Microsoft Open-Sources VibeVoice: 60-min ASR & 90-min TTS Models

Microsoft open-sourced VibeVoice, a family of frontier voice AI models covering both ASR and TTS. The ASR model (VibeVoice-ASR-7B) handles up to 60 minutes of long-form audio in a single pass (64K token window), outputting structured transcriptions with speaker ID, timestamps, and text — supporting over 50 languages. It also supports user-customized hotwords for domain-specific terms. The TTS model (VibeVoice-TTS-1.5B) can synthesize up to 90 minutes of multi-speaker speech (up to 4 speakers).

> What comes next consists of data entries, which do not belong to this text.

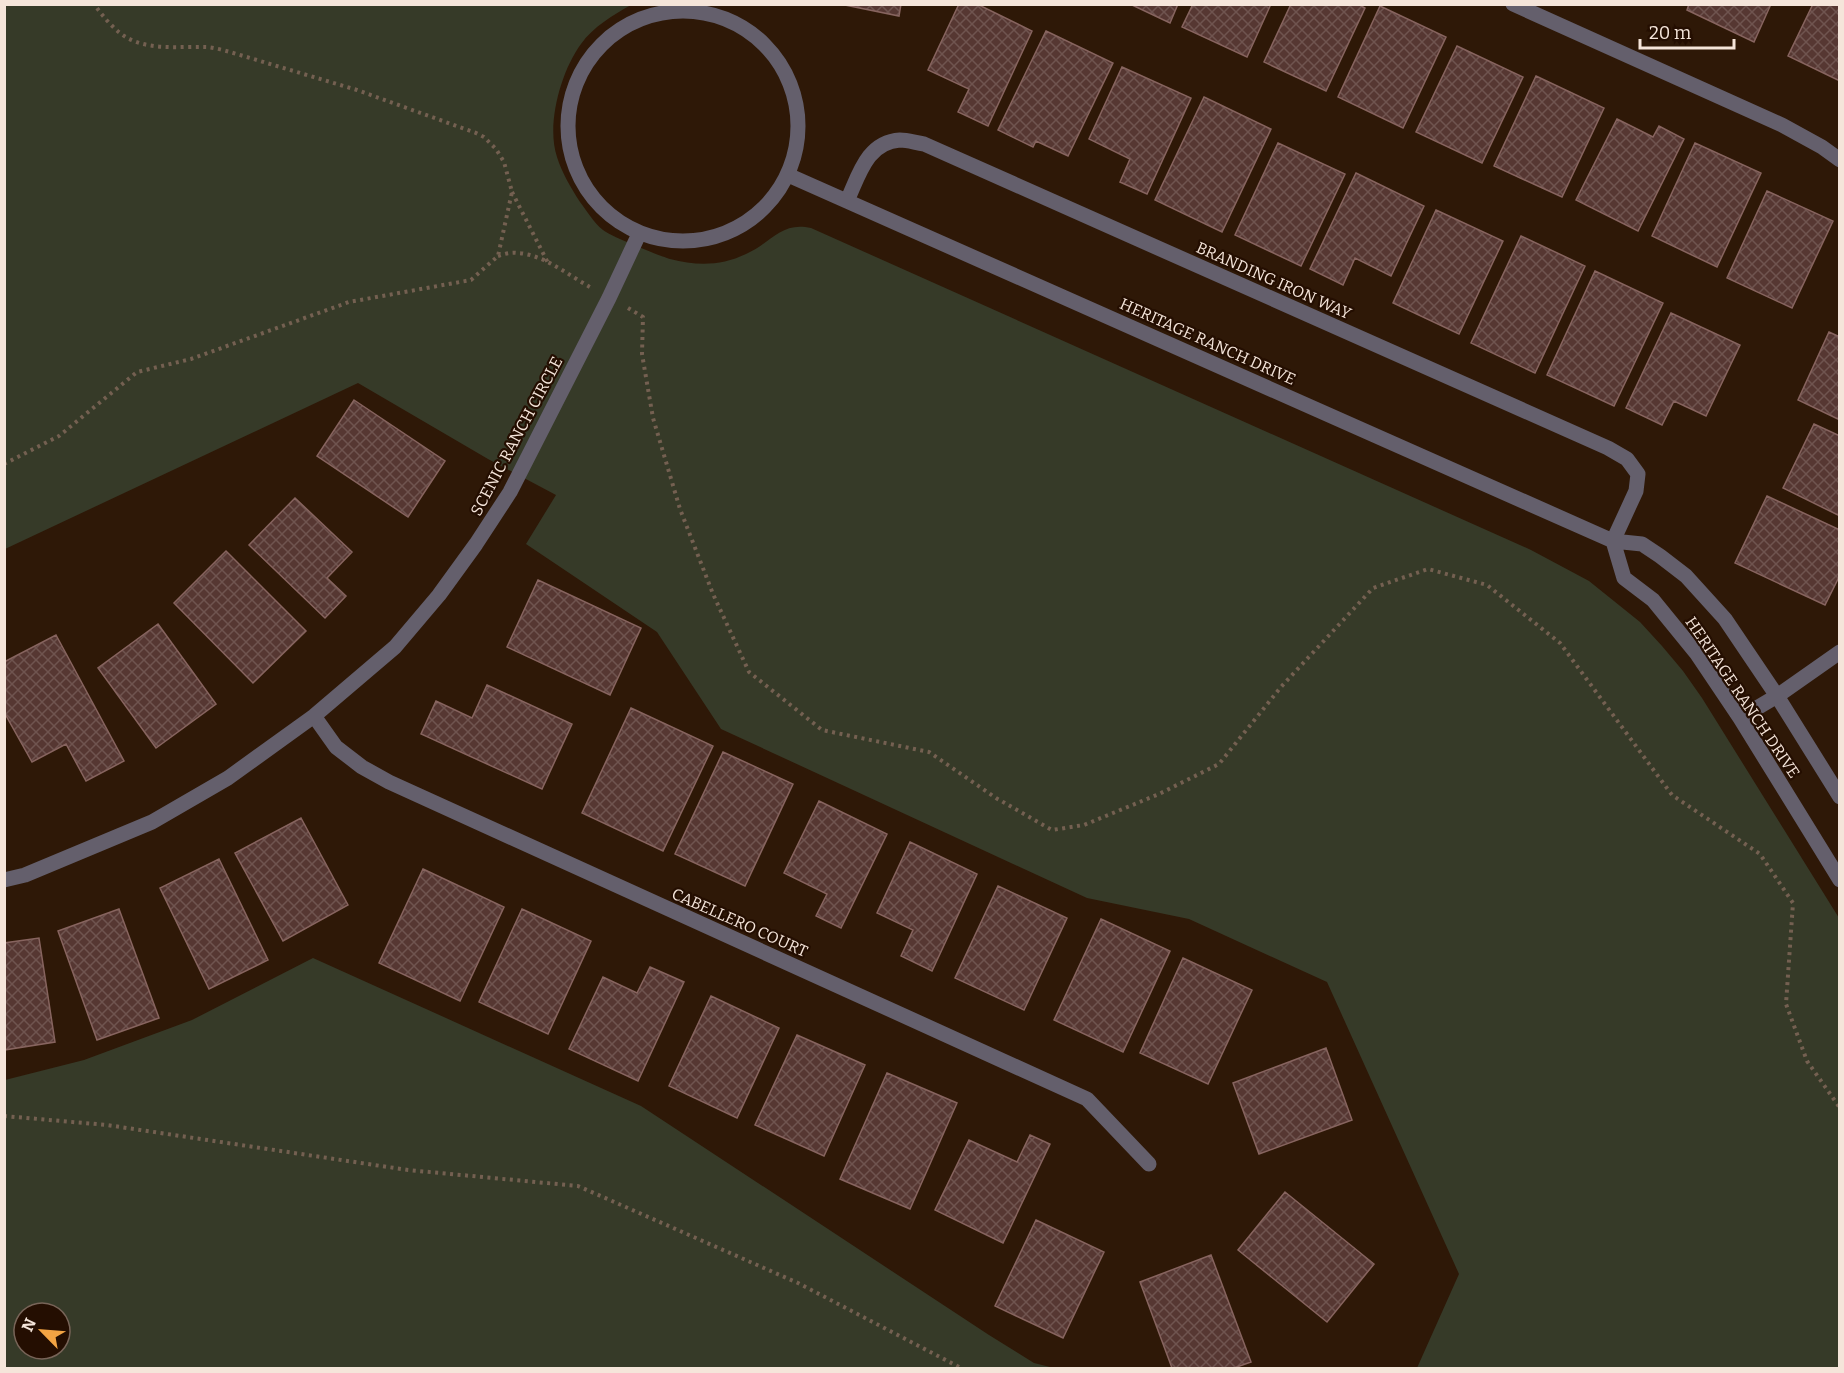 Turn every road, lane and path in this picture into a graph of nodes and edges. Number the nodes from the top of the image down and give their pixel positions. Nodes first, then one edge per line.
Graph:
1 (94, 4) edge
2 (1513, 4) edge
3 (713, 9) edge
4 (1839, 160) edge
5 (788, 175) junction
6 (512, 192) junction
7 (847, 201) junction
8 (639, 234) junction
9 (498, 256) junction
10 (548, 263) junction
11 (609, 298) junction
12 (4, 464) edge
13 (1613, 541) junction
14 (1839, 652) edge
15 (1777, 696) junction
16 (314, 716) junction
17 (1740, 718) junction
18 (1839, 797) edge
19 (4, 880) edge
20 (1839, 880) edge
21 (1839, 1108) edge
22 (4, 1116) edge
23 (1149, 1164) dead end
24 (961, 1368) edge

1 - 6 path
2 - 4 street
3 - 5 street
3 - 8 street
5 - 7 street, HERITAGE RANCH DRIVE
5 - 8 street
6 - 9 path
6 - 10 path
7 - 13 street, HERITAGE RANCH DRIVE
7 - 13 street, BRANDING IRON WAY
8 - 11 street, SCENIC RANCH CIRCLE
9 - 10 path
9 - 12 path
10 - 11 path
11 - 16 street, SCENIC RANCH CIRCLE
11 - 21 path
13 - 15 street, HERITAGE RANCH DRIVE
13 - 17 street, HERITAGE RANCH DRIVE
14 - 15 street
15 - 17 street
15 - 18 street, HERITAGE RANCH DRIVE
16 - 19 street, SCENIC RANCH CIRCLE
16 - 23 street, CABELLERO COURT
17 - 20 street, HERITAGE RANCH DRIVE
22 - 24 path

A real-time variant (VibeVoice-Realtime-0.5B) supports streaming text input and long-form generation with multilingual voices (9 languages) and 11 English style voices.

Key Technical Details

Core innovation: Continuous speech tokenizers (Acoustic and Semantic) at an ultra-low frame rate of 7.5 Hz, preserving audio fidelity while boosting computational efficiency for long sequences.
Architecture: Next-token diffusion framework — an LLM handles textual context and dialogue flow, a diffusion head generates high-fidelity acoustic details.
ASR capabilities: Single-pass 60-minute audio, joint ASR + diarization + timestamping (Who, When, What), customizable hotwords.
TTS capabilities: 90-minute long-form synthesis with up to 4 distinct speakers; real-time streaming via VibeVoice-Realtime-0.5B.
Inference speedup: vLLM inference supported (see vllm-asr).
Finetuning: ASR finetuning code is available.
Hugging Face integration: VibeVoice-ASR is now part of the Transformers release (2026-03-06).